- _AVAILABLE DATA_:
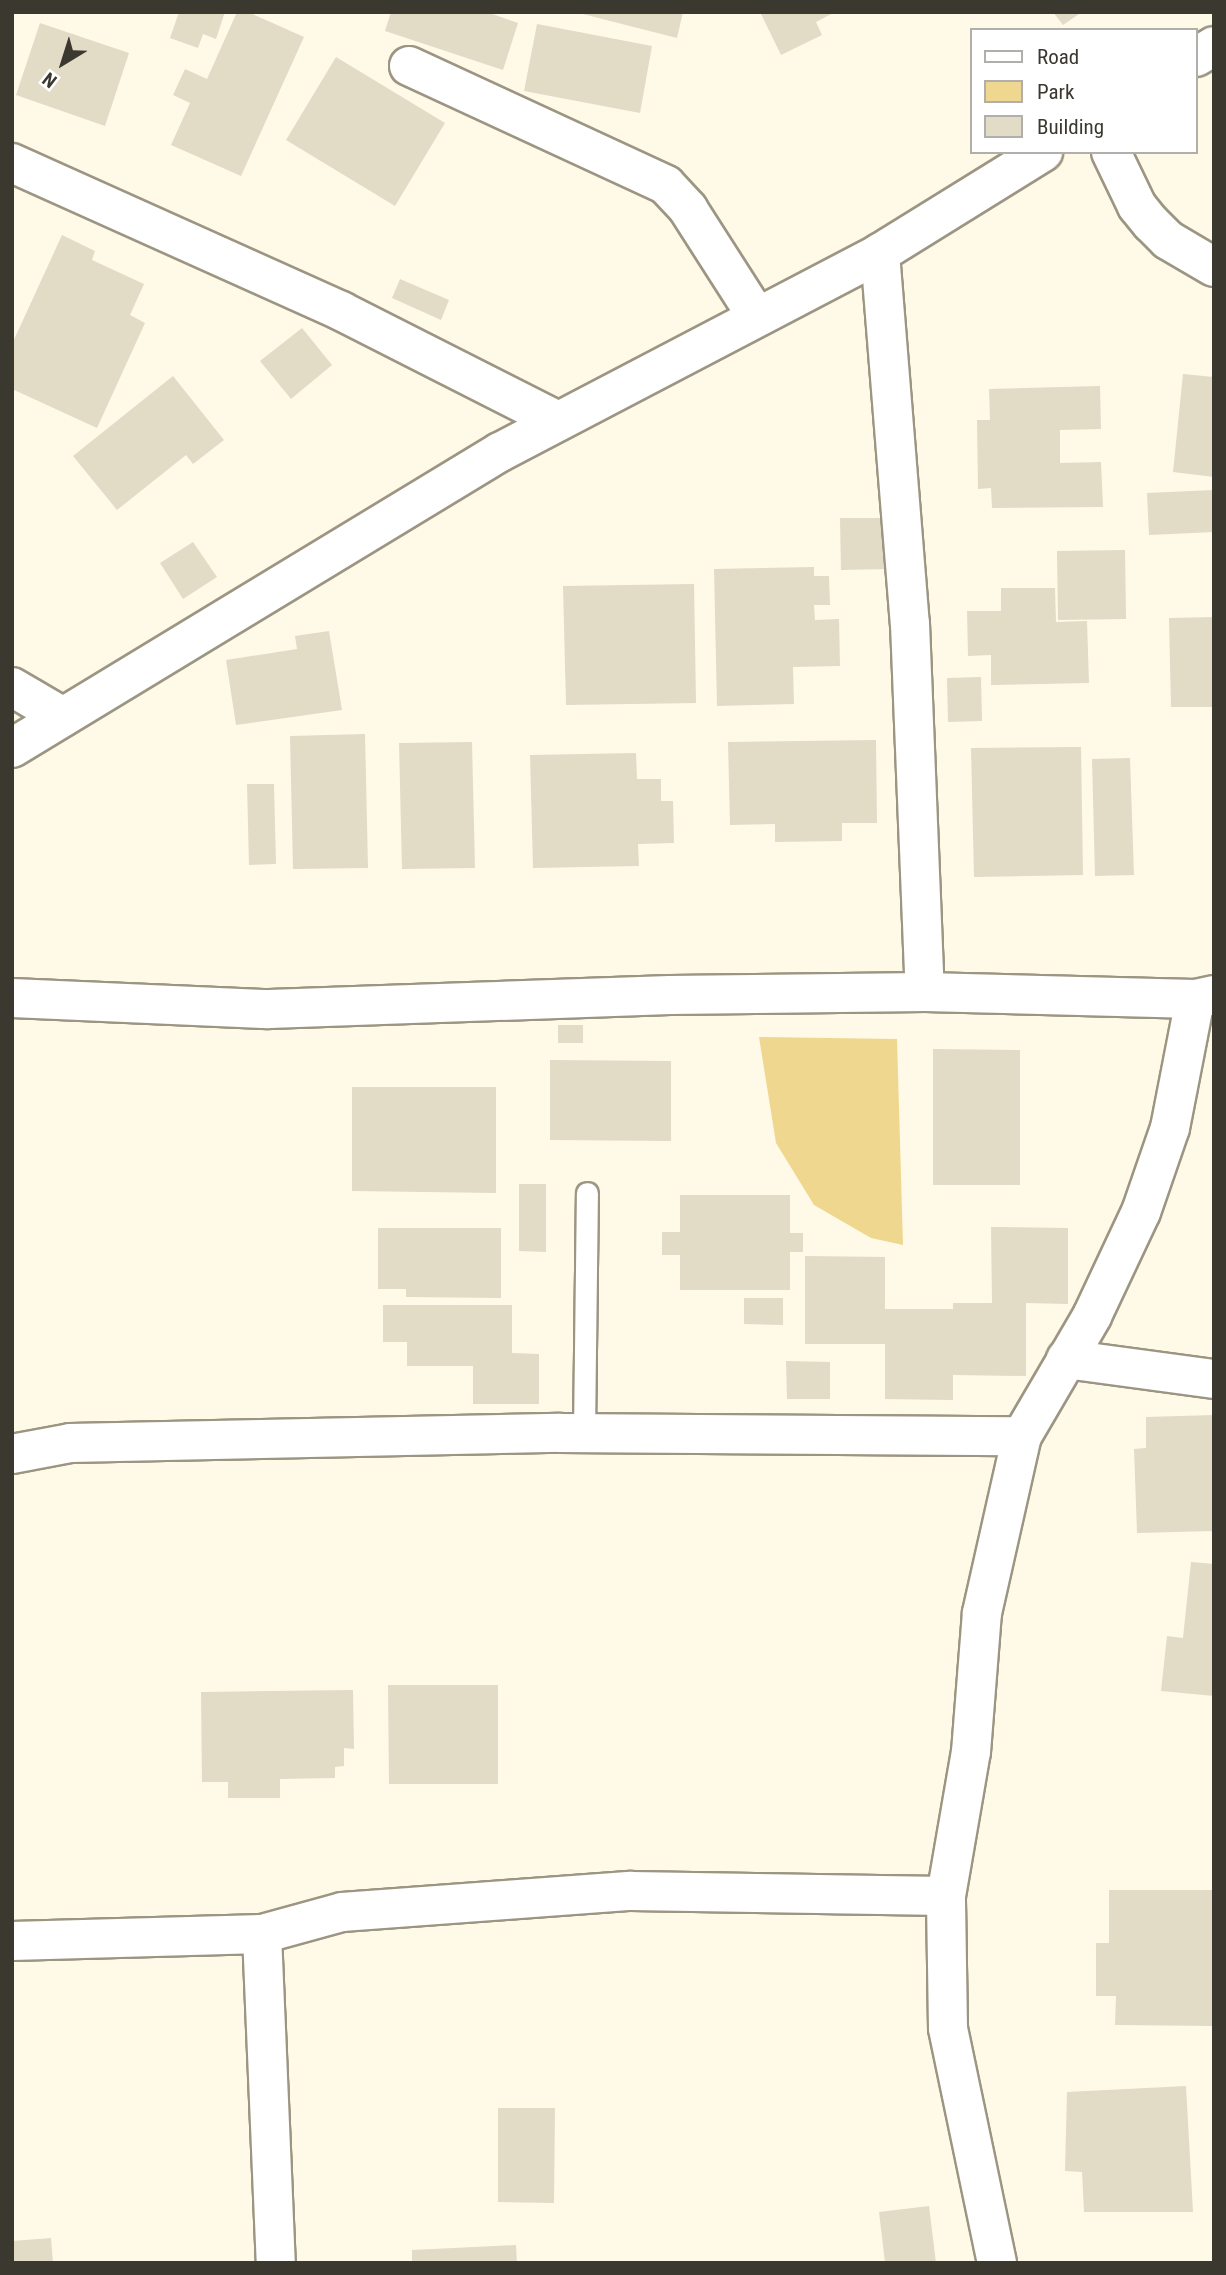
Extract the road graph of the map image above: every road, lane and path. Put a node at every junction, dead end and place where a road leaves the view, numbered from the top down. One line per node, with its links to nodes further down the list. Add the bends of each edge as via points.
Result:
1 (1214, 46): 2 (street)
2 (1198, 56)
3 (409, 66): 9 (street, via 666,185 688,209)
4 (1040, 154): 7 (street)
5 (1112, 154): 8 (street, via 1137,206 1151,223 1168,240)
6 (12, 163): 10 (street, via 341,311)
7 (880, 253): 9 (street); 14 (street, via 910,624)
8 (1214, 267)
9 (757, 317): 10 (street)
10 (558, 421): 12 (street)
11 (12, 687): 12 (street)
12 (63, 717): 13 (street)
13 (12, 748)
14 (925, 992): 15 (street); 16 (street, via 670,995 269,1009)
15 (1204, 997): 18 (street, via 1170,1128 1141,1212)
16 (12, 998)
17 (587, 1193): 20 (lane)
18 (1066, 1359): 19 (street); 21 (street)
19 (1214, 1379)
20 (584, 1433): 21 (street); 22 (street, via 69,1443)
21 (1022, 1436): 23 (street, via 982,1613 971,1752)
22 (12, 1454)
23 (946, 1896): 24 (street, via 631,1891 342,1912); 27 (street, via 948,2028)
24 (262, 1934): 25 (street); 26 (street)
25 (12, 1941)
26 (276, 2263)
27 (997, 2263)

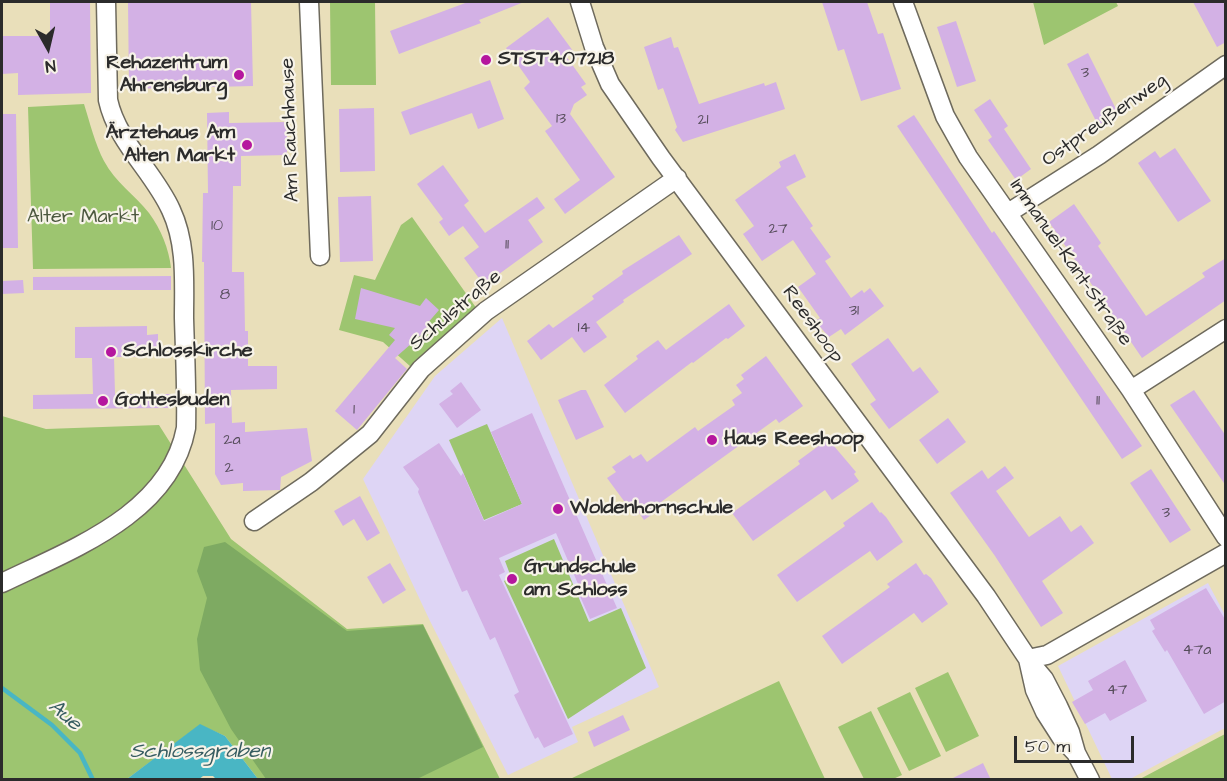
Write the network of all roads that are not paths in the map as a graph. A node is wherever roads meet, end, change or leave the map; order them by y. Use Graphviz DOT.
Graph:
graph roads {
  1 [pos="106,2"];
  2 [pos="309,2"];
  3 [pos="580,2"];
  4 [pos="903,2"];
  5 [pos="1226,65"];
  6 [pos="677,178"];
  7 [pos="1008,213"];
  8 [pos="320,256"];
  9 [pos="1226,329"];
  10 [pos="1131,390"];
  11 [pos="254,521"];
  12 [pos="1226,537"];
  13 [pos="1226,553"];
  14 [pos="2,583"];
  15 [pos="1029,661"];
  16 [pos="1090,780"];
  1 -- 14 [label="street"];
  2 -- 8 [label="street, Am Rauchhause"];
  3 -- 6 [label="street, Reeshoop"];
  4 -- 7 [label="street, Immanuel-Kant-Straße"];
  5 -- 7 [label="street, Ostpreußenweg"];
  6 -- 11 [label="street, Schulstraße"];
  6 -- 15 [label="street, Reeshoop"];
  7 -- 10 [label="street, Immanuel-Kant-Straße"];
  9 -- 10 [label="street"];
  10 -- 12 [label="street, Immanuel-Kant-Straße"];
  13 -- 15 [label="street"];
  15 -- 16 [label="street, Reeshoop"];
}
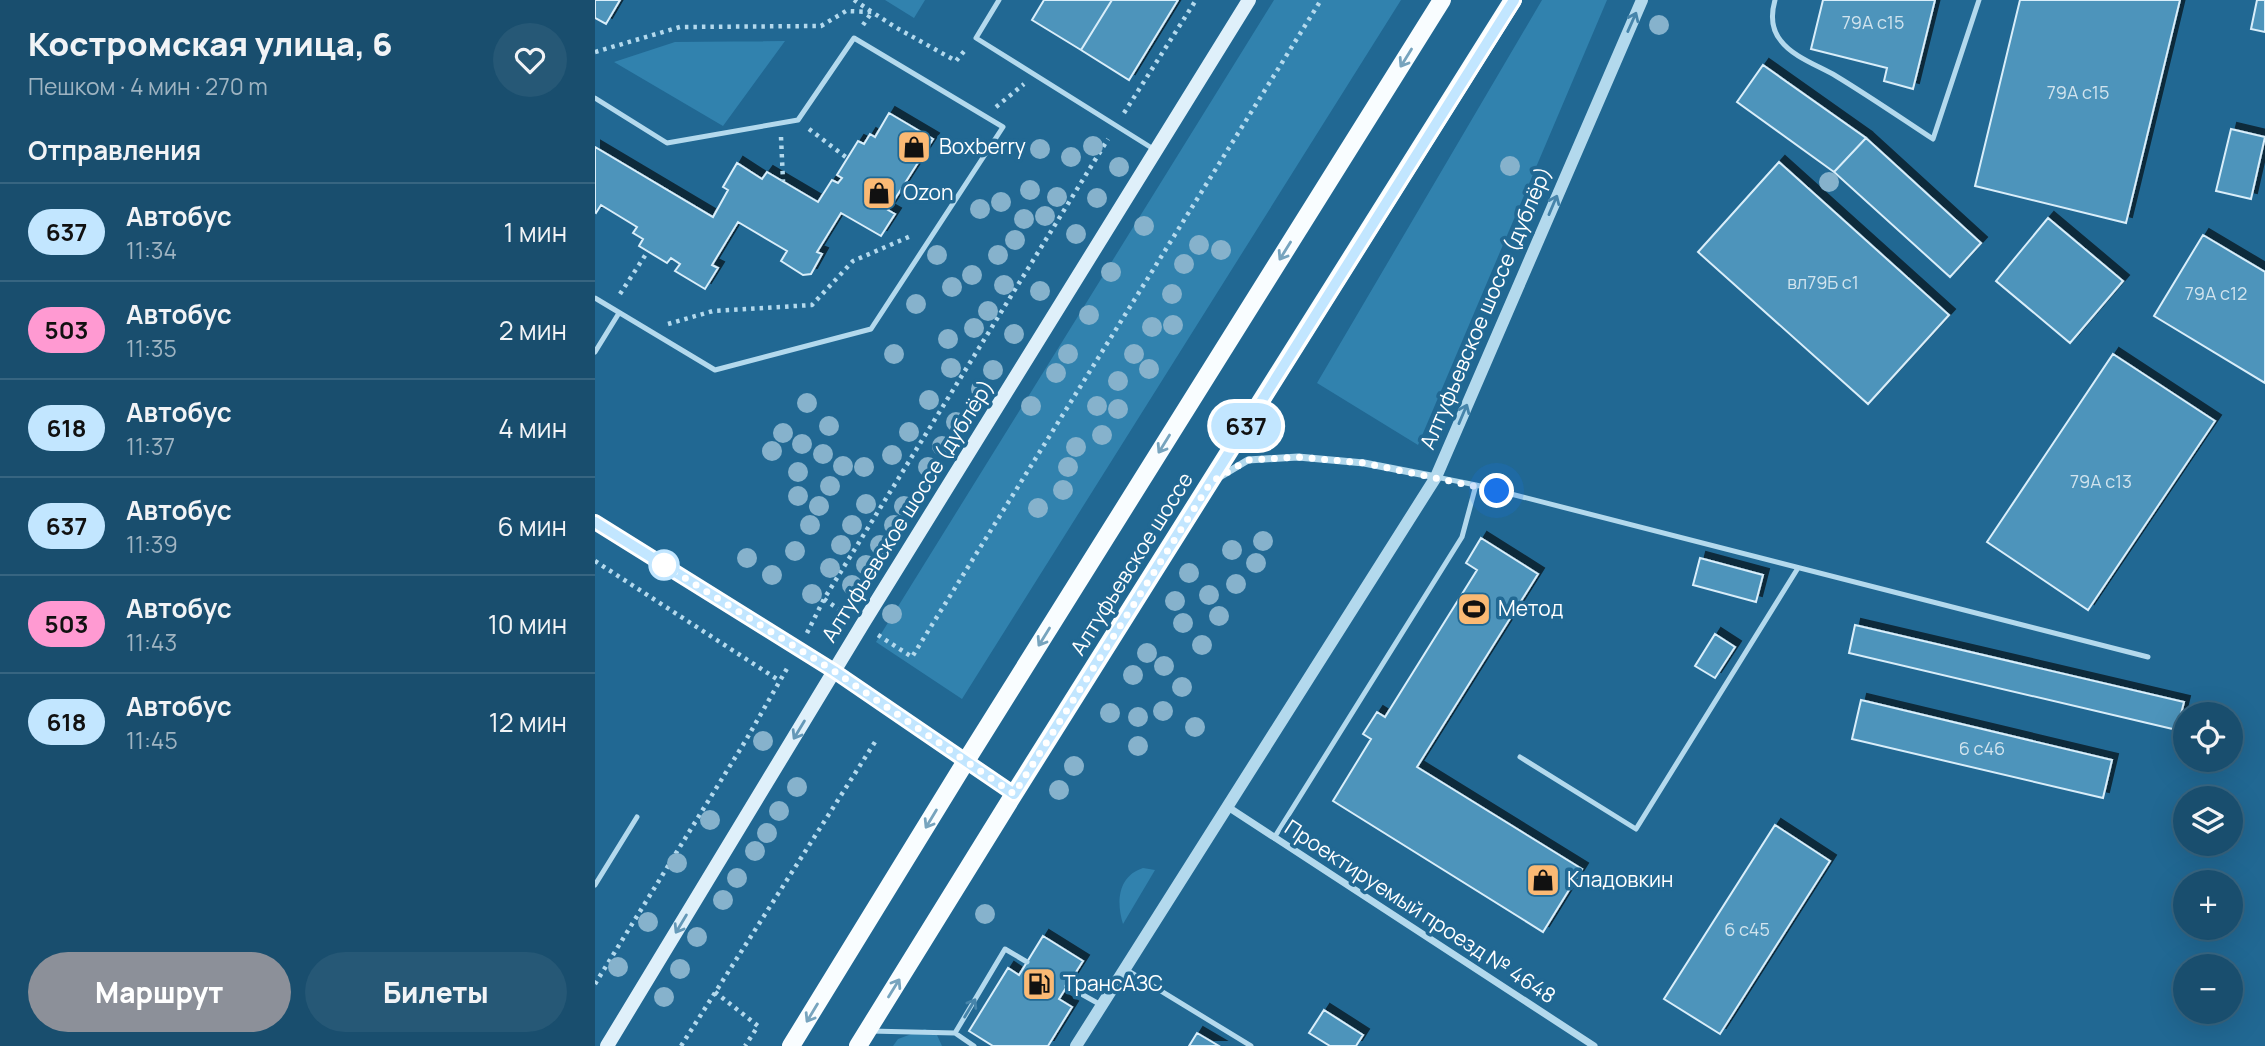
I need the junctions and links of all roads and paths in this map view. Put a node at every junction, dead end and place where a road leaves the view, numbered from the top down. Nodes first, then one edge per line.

- _THE PROBLEM_: If a line above contains the word "view", list it.

- _TASK SOLUTION_:
Extract the road graph of the map image above: every road, lane and path. Put a node at every junction, dead end and place where a road leaves the view, numbered from the top down. One line per node, with its links to nodes further down the list. Add the bends of each edge as via points.
I need the junctions and links of all roads and paths in this map view. Put a node at every junction, dead end and place where a road leaves the view, numbered from the top down. Nodes first, then one edge per line.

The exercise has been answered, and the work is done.